(Stored items)
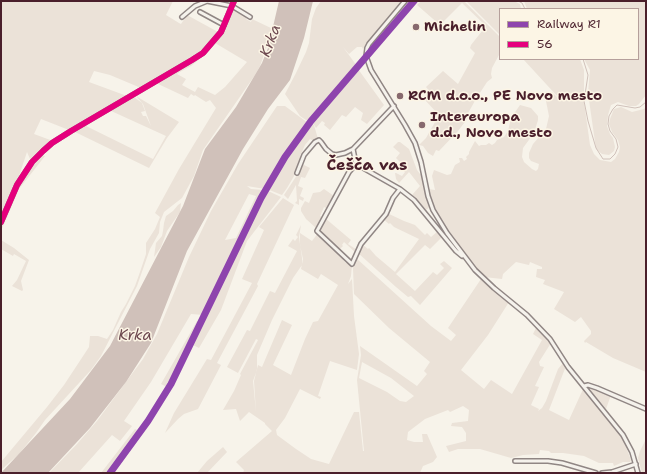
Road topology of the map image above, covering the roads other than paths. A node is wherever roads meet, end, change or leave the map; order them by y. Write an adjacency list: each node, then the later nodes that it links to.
1 (234, 1): 3 (main road)
2 (405, 1): 8 (street)
3 (232, 6): 5 (street); 6 (street); 7 (main road)
4 (200, 12): 7 (street)
5 (182, 17)
6 (250, 17)
7 (224, 25): 13 (main road)
8 (394, 106): 9 (street); 14 (street)
9 (353, 149): 10 (street); 11 (street)
10 (356, 164): 12 (street); 12 (street)
11 (297, 173)
12 (400, 189): 14 (street)
13 (1, 222)
14 (467, 261): 15 (street)
15 (584, 386): 16 (street); 18 (street)
16 (646, 409)
17 (515, 461): 19 (street)
18 (636, 464): 20 (street); 21 (street)
19 (596, 473)
20 (602, 473)
21 (638, 473)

## What the task requires
Apart from the pictures, all of the data should be repeated exactly.

## Your solution
Road topology of the map image above, covering the roads other than paths. A node is wherever roads meet, end, change or leave the map; order them by y. Write an adjacency list: each node, then the later nodes that it links to.
1 (234, 1): 3 (main road)
2 (405, 1): 8 (street)
3 (232, 6): 5 (street); 6 (street); 7 (main road)
4 (200, 12): 7 (street)
5 (182, 17)
6 (250, 17)
7 (224, 25): 13 (main road)
8 (394, 106): 9 (street); 14 (street)
9 (353, 149): 10 (street); 11 (street)
10 (356, 164): 12 (street); 12 (street)
11 (297, 173)
12 (400, 189): 14 (street)
13 (1, 222)
14 (467, 261): 15 (street)
15 (584, 386): 16 (street); 18 (street)
16 (646, 409)
17 (515, 461): 19 (street)
18 (636, 464): 20 (street); 21 (street)
19 (596, 473)
20 (602, 473)
21 (638, 473)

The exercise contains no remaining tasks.